Jolene Chu, New York

Originally published in Judaism Today, No. 12, Spring 1999 pp. 15-19, ISBN 1358-4774 (with permission of the editors)

Hannah vividly remembers the Monday afternoon that two of Jehovah’s Witnesses came to her grandparents’ Munich home. Her grandmother had invited the two ladies into the kitchen, and over tea they discussed the ominous events of that day—January 30, 1933. Adolf Hitler had just become Chancellor of Germany.

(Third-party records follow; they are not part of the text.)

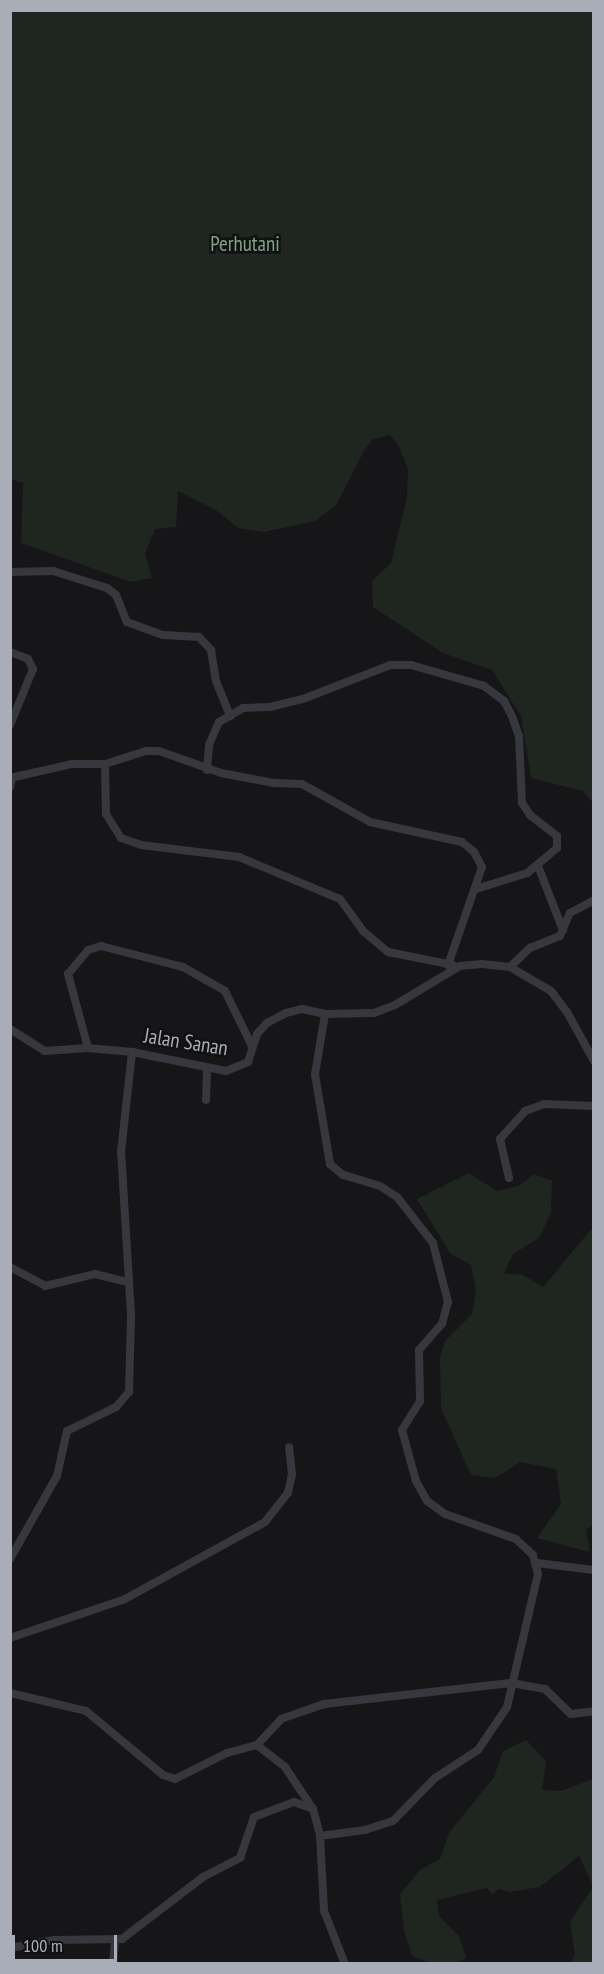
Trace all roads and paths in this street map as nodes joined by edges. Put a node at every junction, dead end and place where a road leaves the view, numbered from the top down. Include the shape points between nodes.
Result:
1 (10, 572) edge
2 (10, 652) edge
3 (230, 716) junction
4 (10, 725) edge
5 (105, 764) junction
6 (207, 770) junction
7 (11, 781) edge
8 (538, 866) junction
9 (476, 889) junction
10 (594, 900) edge
11 (563, 930) junction
12 (448, 964) junction
13 (460, 966) junction
14 (510, 968) junction
15 (325, 1014) junction
16 (10, 1029) edge
17 (252, 1046) junction
18 (88, 1048) junction
19 (132, 1052) junction
20 (594, 1061) edge
21 (207, 1068) junction
22 (206, 1100) dead end
23 (594, 1106) edge
24 (509, 1178) dead end
25 (10, 1267) edge
26 (128, 1282) junction
27 (289, 1447) dead end
28 (10, 1559) edge
29 (537, 1563) junction
30 (594, 1570) edge
31 (10, 1638) edge
32 (511, 1683) junction
33 (10, 1693) edge
34 (594, 1711) edge
35 (256, 1745) junction
36 (313, 1809) junction
37 (320, 1836) junction
38 (115, 1940) junction
39 (10, 1948) edge
40 (113, 1964) edge
41 (345, 1964) edge

1 - 3 street via 53,571 107,588 116,596 127,622 163,635 199,637 211,650 216,681
2 - 4 street via 28,659 33,669
3 - 6 street via 219,722 212,737
3 - 8 street via 243,708 270,707 303,699 390,665 411,665 484,686 504,701 513,716 519,736 526,810 557,836 557,848
5 - 6 street via 152,750 177,755
5 - 7 street via 72,764
5 - 12 street via 106,814 121,838 141,845 239,857 340,899 363,931 388,952
6 - 9 street via 274,783 302,784 370,822 462,842 474,852 482,867
8 - 9 street via 512,880
8 - 11 street
9 - 12 street
10 - 11 street via 570,913
11 - 14 street via 560,936 530,948
12 - 13 street
13 - 14 street
13 - 15 street, Jalan Sanan via 395,1005 374,1013
14 - 20 street via 558,998
15 - 17 street, Jalan Sanan via 302,1009 286,1013 267,1023
15 - 29 street via 315,1074 330,1164 343,1175 380,1185 397,1197 433,1243 448,1302 441,1324 419,1350 420,1401 402,1430 416,1481 435,1508 516,1539
16 - 18 street via 45,1051
17 - 18 street via 225,991 183,967 101,946 88,950 68,974
17 - 21 street, Jalan Sanan via 250,1060 244,1065 226,1071
18 - 19 street
19 - 21 street, Jalan Sanan
19 - 26 street, Jalan Sanan via 121,1152
21 - 22 street
23 - 24 street via 544,1104 525,1111 500,1139
25 - 26 street via 45,1286 95,1274
26 - 28 street, Jalan Sanan via 129,1392 116,1407 67,1431 57,1476
27 - 31 street via 292,1474 288,1493 265,1522 125,1599
29 - 30 street
29 - 32 street via 538,1583
32 - 34 street via 545,1689 559,1707 571,1714
32 - 35 street via 324,1704 287,1715 269,1728
32 - 37 street via 507,1707 478,1750 435,1778 398,1819 373,1828
33 - 35 street via 86,1711 170,1778
35 - 36 street via 285,1767
36 - 37 street
36 - 38 street via 294,1802 254,1817 240,1858 203,1877 130,1935
37 - 41 street via 324,1911
38 - 39 street via 54,1940
38 - 40 street

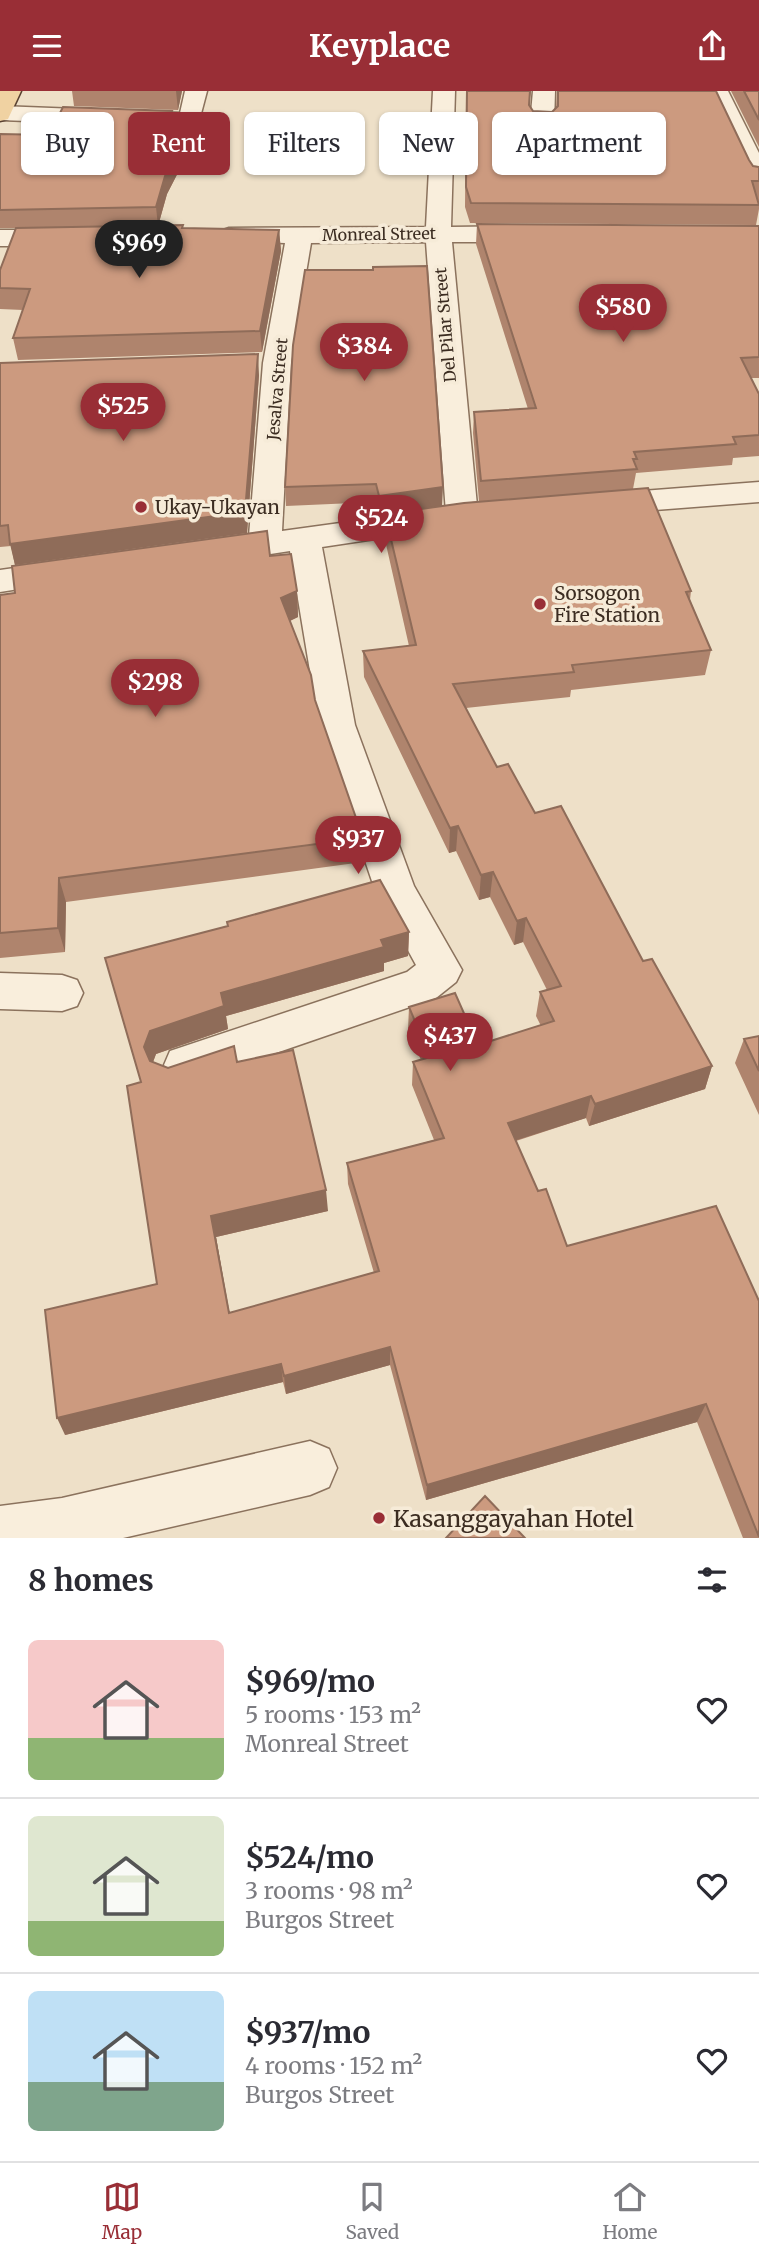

Seven-year-old Hannah listened to the agitated conversation. “Most of it I didn’t understand,” she admits. But her grandmother said about the visit that she “felt comforted, like they were kindred spirits at that moment.” Hannah remembers watching the two visitors disappear down the street. She recalls, “Then, my grandmother said, ‘Don’t be afraid. These are good people, and they are trying to help us.’ I remembered that all my life.”

As the Hitler administration quickly hardened into a terrifying totalitarian machine, Jews, Jehovah’s Witnesses, and others had foreboding evidence that perilous times lay ahead for them, although few could have known just how perilous things were to become.

In the late 1920’s and early 1930’s, roving bands of brown-shirted Nazi thugs often broke up religious meetings of the Bibelforscher (or Bible Students, as Jehovah’s Witnesses were called until 1931). The Witnesses were vilified in the Nazi and religious press as a dangerous, subversive sect seeking to undermine German values and society. The propaganda often charged the Witnesses with having ties to supposed Jewish-Bolshevist world conspiracies. The Witnesses’ insistence on using the Hebrew name of God didn’t help matters, nor did their refusal to “cleanse” their literature of Hebrew Scripture references and Hebraic terms.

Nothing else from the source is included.